Kuba spojrzał na tatuażystę. Ten oglądał starannie narysowany na kartce wzór swojego cielesnego rysunku. Obliczał wymiary miarką na jego ręce.
- To będzie kosztować 200€. - powiedział po angielsku tatuażysta.
Kuba był na to przygotowany. Wyjął papierki i wyłożył mu je na stół. Ten wziął je i zabrał się do roboty. Bolało kurewsko, ale wiedział że nie będzie żałował. Chciał, aby było już po wszystkim.
Dwa miesiące. Początek wiosny. Przyjaciele zdążyli wrócić już do Polski i pracy. Teraz przygotowywali się do wydania kolejnej płyty pt. "Jedność". Jedyne co zostało do zrobienia to zaprojektować okładkę.
Kuba szedł szybko chodnikiem. Było dziś wyjątkowo ciepło i wystarczyła mu granatowa koszulka bez nadruku. Na jego przedramieniu widniał czarny, zapisany średniowieczną czcionką, zajmujący dużą powierzchnię napis "Prawdziwy RAP". Tatuaż był już zagojony i teraz ludzie mogli podziwiać sztukę na jego ciele.
Późnym wieczorem wybrał się z Czarodziejem i Witkiem do MegaClubu. Kochali to miejsce od czasu ich kocertu tutaj. Po godzinie rozmów ostatnia dwójka poszła gdzieś, pewnie pić i ćpać. Kuba miał dołączyć do nich później. Znów dostrzegł tą dziewczynę. Czarnowłosa, długonoga młoda dziewczyna z zielonymi oczami i piękną twarzą. Uśmiechała się i wpatrywała w niego. W końcu mężczyzna podszedł do niej i zagadał:
- Miałabyś może ochotę na taniec?
- Wreszcie. Myślałam, że mnie nie zauważysz. - spojrzała na niego. Dobrze wiedziała kim jest i chłopak od dawna mu się podobał.

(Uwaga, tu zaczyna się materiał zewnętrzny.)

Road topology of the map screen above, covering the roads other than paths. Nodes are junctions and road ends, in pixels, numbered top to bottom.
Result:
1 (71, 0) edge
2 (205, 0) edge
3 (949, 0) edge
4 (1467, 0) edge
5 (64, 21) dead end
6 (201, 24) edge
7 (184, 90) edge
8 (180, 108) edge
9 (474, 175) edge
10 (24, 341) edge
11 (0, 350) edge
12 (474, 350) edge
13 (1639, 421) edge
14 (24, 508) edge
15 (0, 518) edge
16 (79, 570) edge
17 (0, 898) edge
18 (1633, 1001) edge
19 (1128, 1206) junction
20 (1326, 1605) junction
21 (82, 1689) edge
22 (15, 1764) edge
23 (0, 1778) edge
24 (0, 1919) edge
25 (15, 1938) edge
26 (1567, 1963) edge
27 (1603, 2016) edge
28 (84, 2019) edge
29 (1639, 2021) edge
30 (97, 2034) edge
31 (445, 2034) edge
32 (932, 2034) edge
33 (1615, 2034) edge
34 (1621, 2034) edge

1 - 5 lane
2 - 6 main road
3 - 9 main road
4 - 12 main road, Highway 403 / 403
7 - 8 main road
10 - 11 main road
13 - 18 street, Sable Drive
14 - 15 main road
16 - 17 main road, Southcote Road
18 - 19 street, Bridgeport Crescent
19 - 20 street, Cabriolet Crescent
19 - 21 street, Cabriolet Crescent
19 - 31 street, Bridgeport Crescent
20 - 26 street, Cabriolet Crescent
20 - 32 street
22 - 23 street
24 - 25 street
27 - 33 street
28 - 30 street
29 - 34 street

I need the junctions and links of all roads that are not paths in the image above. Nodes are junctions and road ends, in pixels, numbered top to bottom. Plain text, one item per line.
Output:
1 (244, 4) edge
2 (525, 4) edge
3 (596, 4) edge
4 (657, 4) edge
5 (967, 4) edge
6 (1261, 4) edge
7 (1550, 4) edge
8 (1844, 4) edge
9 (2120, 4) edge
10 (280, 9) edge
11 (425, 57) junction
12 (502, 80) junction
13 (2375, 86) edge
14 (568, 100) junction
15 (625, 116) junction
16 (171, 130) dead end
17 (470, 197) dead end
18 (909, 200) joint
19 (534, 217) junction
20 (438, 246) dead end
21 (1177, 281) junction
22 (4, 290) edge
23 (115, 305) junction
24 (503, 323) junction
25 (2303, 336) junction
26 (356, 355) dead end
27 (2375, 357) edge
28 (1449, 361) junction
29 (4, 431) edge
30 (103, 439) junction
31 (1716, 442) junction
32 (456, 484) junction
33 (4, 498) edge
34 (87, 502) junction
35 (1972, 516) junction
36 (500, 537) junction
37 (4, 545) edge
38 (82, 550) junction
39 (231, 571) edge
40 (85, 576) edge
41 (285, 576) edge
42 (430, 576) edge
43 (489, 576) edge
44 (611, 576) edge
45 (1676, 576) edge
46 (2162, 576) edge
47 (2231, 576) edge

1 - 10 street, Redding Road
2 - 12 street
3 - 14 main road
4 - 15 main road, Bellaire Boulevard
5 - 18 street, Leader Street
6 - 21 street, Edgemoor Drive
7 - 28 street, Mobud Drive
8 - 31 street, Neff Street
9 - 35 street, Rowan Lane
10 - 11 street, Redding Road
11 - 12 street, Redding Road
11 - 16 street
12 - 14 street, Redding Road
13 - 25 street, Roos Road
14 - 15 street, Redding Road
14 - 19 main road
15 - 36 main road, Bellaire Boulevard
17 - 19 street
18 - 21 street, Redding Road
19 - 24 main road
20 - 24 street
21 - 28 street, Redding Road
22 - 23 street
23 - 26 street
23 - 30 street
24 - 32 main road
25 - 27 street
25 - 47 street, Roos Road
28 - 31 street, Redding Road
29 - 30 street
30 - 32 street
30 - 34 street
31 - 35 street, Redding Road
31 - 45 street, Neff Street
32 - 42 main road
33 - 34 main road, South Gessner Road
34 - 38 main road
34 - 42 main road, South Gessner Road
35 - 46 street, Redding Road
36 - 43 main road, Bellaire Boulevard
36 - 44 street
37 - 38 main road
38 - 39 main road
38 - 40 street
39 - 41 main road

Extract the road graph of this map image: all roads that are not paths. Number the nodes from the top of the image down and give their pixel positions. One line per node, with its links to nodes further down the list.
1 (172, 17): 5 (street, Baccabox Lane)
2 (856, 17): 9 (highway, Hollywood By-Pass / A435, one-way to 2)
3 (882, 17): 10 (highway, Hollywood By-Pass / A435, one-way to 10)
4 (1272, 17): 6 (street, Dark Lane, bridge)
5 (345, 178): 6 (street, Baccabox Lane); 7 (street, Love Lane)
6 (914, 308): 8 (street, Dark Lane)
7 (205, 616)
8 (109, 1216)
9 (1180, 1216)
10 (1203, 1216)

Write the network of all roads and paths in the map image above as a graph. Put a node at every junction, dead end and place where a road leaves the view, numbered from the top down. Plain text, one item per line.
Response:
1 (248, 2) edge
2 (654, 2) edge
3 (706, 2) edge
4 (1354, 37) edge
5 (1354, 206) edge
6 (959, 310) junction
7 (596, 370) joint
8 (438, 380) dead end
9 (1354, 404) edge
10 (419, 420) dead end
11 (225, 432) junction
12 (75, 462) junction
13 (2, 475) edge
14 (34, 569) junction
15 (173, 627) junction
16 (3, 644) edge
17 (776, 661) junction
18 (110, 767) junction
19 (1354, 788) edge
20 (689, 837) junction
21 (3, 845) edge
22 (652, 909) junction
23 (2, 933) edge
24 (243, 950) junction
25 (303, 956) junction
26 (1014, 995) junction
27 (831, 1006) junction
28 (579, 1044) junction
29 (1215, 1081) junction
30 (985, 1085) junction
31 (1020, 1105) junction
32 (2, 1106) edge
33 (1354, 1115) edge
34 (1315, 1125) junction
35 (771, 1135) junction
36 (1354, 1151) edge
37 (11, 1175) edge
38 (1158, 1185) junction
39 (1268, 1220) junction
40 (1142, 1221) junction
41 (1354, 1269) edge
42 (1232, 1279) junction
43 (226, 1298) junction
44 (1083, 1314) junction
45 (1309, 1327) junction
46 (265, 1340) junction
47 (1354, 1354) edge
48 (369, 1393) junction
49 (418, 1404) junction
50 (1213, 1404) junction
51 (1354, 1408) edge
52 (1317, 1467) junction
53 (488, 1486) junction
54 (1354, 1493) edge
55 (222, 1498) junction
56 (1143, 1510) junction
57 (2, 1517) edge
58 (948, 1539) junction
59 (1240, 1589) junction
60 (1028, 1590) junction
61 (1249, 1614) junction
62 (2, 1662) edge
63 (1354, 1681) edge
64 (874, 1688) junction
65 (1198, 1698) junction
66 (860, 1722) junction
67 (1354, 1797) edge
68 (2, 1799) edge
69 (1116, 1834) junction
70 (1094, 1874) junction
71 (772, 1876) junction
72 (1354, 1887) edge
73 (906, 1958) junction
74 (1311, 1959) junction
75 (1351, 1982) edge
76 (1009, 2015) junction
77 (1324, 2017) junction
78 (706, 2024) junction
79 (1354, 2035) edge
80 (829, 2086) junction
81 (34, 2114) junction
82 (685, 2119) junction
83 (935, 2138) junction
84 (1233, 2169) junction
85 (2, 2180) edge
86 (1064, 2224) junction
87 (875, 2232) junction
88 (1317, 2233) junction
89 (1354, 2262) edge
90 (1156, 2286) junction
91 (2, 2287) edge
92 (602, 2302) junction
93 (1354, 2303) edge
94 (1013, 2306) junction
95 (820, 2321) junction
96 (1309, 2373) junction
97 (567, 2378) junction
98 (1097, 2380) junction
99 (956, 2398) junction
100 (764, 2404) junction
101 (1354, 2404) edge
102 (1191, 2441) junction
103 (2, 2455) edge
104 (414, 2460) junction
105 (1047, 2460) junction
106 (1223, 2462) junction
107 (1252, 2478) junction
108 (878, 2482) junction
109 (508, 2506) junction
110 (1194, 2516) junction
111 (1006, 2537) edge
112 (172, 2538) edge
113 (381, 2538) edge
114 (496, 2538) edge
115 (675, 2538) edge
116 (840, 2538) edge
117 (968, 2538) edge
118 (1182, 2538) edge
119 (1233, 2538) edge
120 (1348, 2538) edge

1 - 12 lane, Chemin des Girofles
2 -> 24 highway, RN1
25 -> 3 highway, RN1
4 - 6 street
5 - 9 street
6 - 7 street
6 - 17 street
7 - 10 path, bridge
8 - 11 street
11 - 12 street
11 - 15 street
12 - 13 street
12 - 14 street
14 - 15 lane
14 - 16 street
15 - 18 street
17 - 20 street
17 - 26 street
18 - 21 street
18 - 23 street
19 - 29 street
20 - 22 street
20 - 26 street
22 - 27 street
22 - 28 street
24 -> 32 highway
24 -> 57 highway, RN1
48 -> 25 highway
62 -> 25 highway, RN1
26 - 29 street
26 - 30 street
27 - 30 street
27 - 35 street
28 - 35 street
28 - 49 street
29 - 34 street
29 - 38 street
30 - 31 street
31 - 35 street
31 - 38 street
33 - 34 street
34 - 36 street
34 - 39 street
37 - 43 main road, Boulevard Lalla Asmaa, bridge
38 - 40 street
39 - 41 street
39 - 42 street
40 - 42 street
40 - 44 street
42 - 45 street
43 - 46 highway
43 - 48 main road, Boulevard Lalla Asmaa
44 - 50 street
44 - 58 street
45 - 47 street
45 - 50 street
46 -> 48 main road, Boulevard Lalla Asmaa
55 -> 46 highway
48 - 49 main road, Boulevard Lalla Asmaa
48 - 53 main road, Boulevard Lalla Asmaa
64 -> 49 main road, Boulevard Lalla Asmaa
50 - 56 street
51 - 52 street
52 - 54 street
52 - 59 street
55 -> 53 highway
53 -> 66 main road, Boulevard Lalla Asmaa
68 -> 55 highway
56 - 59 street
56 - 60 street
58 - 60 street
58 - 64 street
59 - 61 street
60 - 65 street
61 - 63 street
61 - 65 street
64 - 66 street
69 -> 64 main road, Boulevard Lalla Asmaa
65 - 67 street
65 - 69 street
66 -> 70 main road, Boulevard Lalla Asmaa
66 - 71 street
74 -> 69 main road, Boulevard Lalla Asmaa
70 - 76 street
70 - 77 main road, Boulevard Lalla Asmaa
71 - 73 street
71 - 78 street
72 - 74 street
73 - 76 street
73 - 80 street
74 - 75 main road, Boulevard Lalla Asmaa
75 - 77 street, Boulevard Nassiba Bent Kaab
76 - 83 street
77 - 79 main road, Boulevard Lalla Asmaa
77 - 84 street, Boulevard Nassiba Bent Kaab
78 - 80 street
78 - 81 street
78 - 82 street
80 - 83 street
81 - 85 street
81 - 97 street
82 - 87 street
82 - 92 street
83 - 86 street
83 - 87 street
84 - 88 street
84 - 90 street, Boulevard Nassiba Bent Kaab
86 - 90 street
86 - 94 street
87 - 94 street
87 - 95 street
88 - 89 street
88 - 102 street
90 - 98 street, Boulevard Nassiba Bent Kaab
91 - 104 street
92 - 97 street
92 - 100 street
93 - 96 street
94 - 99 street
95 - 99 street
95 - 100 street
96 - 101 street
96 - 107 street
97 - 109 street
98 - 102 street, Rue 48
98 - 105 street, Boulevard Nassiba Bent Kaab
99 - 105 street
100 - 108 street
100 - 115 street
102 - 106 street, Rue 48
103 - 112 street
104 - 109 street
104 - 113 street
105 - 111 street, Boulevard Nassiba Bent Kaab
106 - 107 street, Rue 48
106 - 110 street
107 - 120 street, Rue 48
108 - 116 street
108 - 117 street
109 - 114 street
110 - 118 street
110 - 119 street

Szczupła dziewczyna świetnie tańczyła. Kuba czuł się przy niej jak frajer, jego umiejętności w tańcu to było przeciwieństwo. Kiedy była wolniejsza muzyka i dziewczyna przywarła do niego biodrami, zrobiło mu się gorąco. Pocałowała go głęboko, a chłopaka zamurowało. Czuł się jak w siódmym niebie.
- W ogóle jestem Kuba. - późno przedstawił się chłopak.
- Paulina. - spojrzała mu w oczy.
Wywarli na sobie pozytywne wrażenie.